Elsevier

Computer Communications

Volume 31, Issue 2, 5 February 2008, Pages 190-200
Computer Communications

Analysis of hybrid P2P overlay network topology,☆☆

https://doi.org/10.1016/j.comcom.2007.08.014Get rights and content

Abstract

Modeling peer-to-peer (P2P) networks is a challenge for P2P researchers. In this paper, we provide a detailed analysis of large-scale hybrid P2P overlay network topology, using Gnutella as a case study. First, we re-examine the power-law distributions of the Gnutella network discovered by previous researchers. Our results show that the current Gnutella network deviates from the earlier power-laws, suggesting that the Gnutella network topology may have evolved a lot over time. Second, we identify important trends with regard to the evolution of the Gnutella network between September 2005 and February 2006. Upon analyzing the limitations of the power-laws, we provide a novel two-layered approach to study the topology of the Gnutella network. We divide the Gnutella network into two layers, namely the mesh and the forest, to model the hybrid and highly dynamic architecture of the current Gnutella network. We give a detailed analysis of the two-layered overlay and present six power-laws and one empirical law to characterize the topology. Using the two-layered approach and laws proposed, realistic topologies can be generated and the realism of artificial topologies can be validated.

Introduction

Modeling the topologies of peer-to-peer (P2P) networks is an important open problem. An accurate topological model can have significant influence on P2P research. First, we can gain detailed insight into the nature of the underlying system. Second, the model can enable detailed analysis of algorithms and facilitate design of more efficient protocols that take advantage of topology properties. Third, we can generate more accurate artificial topologies for simulation purposes. Furthermore, we can predict future trends and thereby address potential problems in advance.

Previous researchers [2] and [7] tended to use power-laws to characterize the topology of P2P networks. Recent advances in P2P networks have resulted in hybrid architectures, represented by the success of Gnutella protocol 0.6 [3] and Kazaa [4]. In this paper, we provide a detailed analysis of large-scale hybrid P2P network topology, giving results concerning major topology properties and main distributions. In our study, we choose Gnutella as a case study, as it has a large user community and open architecture. Our work can be summarized by the following points.

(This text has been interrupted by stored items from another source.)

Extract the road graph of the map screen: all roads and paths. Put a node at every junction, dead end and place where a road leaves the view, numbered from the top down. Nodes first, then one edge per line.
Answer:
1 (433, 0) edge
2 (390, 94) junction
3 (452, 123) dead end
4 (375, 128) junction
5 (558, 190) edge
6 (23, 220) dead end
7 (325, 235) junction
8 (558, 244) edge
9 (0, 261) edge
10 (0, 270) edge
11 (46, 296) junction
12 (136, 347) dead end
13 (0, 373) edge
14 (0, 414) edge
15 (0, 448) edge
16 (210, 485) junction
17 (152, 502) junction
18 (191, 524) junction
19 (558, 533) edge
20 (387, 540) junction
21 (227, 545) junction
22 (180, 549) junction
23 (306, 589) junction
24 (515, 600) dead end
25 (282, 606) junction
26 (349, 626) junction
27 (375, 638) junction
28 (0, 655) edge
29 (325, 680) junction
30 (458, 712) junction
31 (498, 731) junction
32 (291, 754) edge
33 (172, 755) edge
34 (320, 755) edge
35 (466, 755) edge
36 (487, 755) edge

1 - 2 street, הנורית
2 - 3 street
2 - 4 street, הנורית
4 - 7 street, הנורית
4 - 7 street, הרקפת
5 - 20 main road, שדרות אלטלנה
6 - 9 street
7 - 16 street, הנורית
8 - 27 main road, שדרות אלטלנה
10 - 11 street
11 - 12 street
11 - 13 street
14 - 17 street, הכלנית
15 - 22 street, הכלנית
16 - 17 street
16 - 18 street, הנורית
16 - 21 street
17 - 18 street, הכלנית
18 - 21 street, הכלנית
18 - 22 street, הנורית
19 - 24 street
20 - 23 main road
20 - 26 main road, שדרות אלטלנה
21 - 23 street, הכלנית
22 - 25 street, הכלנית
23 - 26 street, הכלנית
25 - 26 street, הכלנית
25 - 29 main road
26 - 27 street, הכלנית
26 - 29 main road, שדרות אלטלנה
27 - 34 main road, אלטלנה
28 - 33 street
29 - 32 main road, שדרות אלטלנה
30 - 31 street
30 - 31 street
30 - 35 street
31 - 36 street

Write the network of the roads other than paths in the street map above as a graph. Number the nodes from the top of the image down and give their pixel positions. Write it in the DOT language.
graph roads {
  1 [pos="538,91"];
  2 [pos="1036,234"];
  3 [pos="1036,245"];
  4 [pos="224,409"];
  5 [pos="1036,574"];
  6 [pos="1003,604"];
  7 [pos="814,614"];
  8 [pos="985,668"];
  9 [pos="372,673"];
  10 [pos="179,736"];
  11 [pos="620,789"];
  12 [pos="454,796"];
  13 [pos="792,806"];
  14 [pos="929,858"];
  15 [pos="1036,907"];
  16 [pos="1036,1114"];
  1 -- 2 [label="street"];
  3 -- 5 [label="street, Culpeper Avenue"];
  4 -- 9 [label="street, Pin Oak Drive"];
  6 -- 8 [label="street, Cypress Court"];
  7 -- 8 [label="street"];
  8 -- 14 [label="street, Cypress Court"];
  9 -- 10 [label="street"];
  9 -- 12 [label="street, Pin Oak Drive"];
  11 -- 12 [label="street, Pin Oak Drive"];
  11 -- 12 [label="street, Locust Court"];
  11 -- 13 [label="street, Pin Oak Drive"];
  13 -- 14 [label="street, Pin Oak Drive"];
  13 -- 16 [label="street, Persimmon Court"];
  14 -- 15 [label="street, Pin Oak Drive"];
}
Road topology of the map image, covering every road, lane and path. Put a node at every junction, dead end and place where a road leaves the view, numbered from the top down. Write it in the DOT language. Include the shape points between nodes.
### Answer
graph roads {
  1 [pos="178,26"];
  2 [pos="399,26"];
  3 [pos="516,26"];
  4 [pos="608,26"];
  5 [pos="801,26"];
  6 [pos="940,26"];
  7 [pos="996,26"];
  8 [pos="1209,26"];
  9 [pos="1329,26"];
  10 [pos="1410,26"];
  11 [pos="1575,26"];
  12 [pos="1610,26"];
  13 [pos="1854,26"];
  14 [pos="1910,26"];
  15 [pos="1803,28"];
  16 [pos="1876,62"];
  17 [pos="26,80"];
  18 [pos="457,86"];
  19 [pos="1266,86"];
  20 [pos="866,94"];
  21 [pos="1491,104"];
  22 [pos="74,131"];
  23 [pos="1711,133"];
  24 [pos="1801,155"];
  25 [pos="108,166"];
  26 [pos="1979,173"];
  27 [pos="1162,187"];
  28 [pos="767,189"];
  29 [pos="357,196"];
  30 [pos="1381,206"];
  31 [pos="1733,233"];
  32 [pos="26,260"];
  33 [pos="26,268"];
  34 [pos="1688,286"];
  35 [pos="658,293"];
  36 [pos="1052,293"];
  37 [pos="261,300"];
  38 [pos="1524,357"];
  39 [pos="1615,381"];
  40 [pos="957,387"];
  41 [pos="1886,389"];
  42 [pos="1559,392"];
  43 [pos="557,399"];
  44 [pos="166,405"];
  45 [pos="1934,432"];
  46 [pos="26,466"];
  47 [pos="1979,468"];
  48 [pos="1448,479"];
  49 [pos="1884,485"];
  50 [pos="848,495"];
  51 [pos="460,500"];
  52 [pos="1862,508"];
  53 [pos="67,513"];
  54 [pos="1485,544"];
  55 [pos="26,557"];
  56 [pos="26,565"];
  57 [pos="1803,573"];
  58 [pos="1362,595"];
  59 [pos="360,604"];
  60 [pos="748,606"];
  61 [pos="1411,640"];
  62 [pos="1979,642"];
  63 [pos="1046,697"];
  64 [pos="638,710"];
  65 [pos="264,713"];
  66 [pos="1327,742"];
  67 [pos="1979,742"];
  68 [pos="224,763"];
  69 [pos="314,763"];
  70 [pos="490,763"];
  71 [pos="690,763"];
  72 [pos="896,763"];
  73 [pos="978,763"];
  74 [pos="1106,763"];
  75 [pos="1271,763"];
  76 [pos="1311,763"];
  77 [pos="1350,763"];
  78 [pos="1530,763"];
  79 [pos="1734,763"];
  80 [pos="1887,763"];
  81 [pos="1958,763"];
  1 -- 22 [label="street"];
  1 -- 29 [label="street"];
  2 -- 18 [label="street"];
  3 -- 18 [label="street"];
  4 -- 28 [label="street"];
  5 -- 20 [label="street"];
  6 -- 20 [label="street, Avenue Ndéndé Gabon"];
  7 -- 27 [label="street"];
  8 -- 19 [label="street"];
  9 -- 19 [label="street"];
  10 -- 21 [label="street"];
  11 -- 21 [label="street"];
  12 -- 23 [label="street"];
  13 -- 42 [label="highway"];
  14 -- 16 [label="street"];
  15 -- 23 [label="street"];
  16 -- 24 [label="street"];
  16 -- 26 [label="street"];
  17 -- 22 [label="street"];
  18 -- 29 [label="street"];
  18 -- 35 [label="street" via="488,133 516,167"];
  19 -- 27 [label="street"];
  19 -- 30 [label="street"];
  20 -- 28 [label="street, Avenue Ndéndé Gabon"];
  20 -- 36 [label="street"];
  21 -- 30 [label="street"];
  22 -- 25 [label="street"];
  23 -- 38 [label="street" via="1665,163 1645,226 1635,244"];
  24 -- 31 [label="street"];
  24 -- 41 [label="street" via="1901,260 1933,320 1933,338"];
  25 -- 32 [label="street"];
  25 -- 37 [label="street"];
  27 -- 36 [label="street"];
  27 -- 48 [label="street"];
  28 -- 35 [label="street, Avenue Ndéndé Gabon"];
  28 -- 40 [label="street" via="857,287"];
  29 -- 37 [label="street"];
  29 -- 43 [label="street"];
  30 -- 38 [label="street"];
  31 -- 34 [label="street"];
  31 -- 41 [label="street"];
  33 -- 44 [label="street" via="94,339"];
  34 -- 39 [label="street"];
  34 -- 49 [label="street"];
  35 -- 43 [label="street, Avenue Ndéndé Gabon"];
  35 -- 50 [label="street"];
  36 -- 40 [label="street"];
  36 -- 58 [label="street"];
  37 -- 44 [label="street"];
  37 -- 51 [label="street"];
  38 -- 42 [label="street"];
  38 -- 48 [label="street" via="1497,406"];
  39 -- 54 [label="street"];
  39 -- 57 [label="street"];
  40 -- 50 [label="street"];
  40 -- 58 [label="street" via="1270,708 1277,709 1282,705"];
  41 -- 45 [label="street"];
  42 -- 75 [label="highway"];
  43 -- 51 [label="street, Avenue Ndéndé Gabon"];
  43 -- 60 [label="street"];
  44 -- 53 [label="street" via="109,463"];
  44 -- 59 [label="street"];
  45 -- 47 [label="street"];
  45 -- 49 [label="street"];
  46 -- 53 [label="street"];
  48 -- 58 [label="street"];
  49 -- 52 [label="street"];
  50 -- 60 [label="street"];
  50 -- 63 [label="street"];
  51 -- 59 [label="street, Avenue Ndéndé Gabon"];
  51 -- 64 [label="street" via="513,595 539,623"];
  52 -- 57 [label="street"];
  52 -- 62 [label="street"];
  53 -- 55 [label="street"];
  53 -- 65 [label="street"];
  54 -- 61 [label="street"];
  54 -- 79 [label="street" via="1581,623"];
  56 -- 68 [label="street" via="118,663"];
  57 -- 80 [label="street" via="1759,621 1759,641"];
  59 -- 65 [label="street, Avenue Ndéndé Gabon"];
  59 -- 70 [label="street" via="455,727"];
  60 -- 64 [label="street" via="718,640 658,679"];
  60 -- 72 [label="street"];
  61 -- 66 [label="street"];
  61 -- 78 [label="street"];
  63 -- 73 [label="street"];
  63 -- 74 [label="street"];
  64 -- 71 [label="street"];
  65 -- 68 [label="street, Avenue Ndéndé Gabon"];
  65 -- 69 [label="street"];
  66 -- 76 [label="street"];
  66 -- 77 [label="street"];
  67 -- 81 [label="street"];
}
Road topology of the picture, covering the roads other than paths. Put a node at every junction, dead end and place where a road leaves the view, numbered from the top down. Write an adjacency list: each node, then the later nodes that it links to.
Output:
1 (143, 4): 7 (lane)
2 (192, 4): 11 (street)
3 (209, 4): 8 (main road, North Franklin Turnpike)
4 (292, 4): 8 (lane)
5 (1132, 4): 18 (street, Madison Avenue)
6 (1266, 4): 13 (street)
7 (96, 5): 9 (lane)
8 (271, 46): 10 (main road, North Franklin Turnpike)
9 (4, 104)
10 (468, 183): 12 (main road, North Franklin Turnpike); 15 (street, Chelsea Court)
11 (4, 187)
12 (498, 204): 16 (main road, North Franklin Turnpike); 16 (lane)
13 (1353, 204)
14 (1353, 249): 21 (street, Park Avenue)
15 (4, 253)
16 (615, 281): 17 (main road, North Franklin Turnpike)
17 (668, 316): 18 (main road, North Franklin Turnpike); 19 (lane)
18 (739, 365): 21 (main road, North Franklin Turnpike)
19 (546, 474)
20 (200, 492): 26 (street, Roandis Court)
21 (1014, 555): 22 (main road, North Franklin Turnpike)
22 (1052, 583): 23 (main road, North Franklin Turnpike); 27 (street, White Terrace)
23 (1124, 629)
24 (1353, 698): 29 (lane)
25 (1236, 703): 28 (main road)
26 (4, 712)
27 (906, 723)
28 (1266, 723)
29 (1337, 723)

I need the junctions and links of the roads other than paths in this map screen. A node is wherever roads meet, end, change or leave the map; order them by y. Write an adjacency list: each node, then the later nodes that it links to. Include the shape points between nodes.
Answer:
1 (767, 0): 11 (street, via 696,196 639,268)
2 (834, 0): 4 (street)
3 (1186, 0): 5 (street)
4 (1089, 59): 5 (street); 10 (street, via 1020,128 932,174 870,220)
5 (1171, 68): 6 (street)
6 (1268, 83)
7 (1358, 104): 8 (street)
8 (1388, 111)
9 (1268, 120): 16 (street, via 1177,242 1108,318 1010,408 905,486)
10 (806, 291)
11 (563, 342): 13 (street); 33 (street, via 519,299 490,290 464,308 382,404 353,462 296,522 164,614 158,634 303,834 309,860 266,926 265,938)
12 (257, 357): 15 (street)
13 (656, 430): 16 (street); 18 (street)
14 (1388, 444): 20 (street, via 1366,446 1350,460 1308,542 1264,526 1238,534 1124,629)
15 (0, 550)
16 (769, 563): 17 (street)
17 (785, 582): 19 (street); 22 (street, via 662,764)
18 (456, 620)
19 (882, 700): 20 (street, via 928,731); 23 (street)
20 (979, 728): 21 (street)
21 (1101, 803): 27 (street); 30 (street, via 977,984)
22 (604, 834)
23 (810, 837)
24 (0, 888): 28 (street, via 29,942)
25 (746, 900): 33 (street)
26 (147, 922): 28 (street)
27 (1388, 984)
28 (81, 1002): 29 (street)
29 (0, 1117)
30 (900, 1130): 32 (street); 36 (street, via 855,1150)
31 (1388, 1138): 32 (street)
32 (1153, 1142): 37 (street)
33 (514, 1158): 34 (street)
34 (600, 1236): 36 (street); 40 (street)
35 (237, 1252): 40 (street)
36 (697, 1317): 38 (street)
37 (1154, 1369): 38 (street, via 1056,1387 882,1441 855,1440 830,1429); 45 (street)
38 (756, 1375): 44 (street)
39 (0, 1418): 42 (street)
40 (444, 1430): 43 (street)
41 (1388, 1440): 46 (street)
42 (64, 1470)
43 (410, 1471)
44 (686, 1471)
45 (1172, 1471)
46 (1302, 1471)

First, we re-examine the power-law distributions of the Gnutella network discovered by previous researchers. Our results show that the current Gnutella network deviates from the earlier power-laws. This observation suggests that the Gnutella network topology may have evolved a lot over time.

Second, we identify important trends with regard to the evolution of the Gnutella network between September 2005 and February 2006.

As our primary contribution, we provide a novel two-layered approach to study the topology of the Gnutella network. Due to the limitations of the power-laws, we divide the Gnutella network into two layers, namely the mesh and the forest, to model the hybrid and highly dynamic architecture of the current Gnutella network. We give a detailed analysis of the two-layered overlay and present six power-laws and one empirical law to characterize the topology.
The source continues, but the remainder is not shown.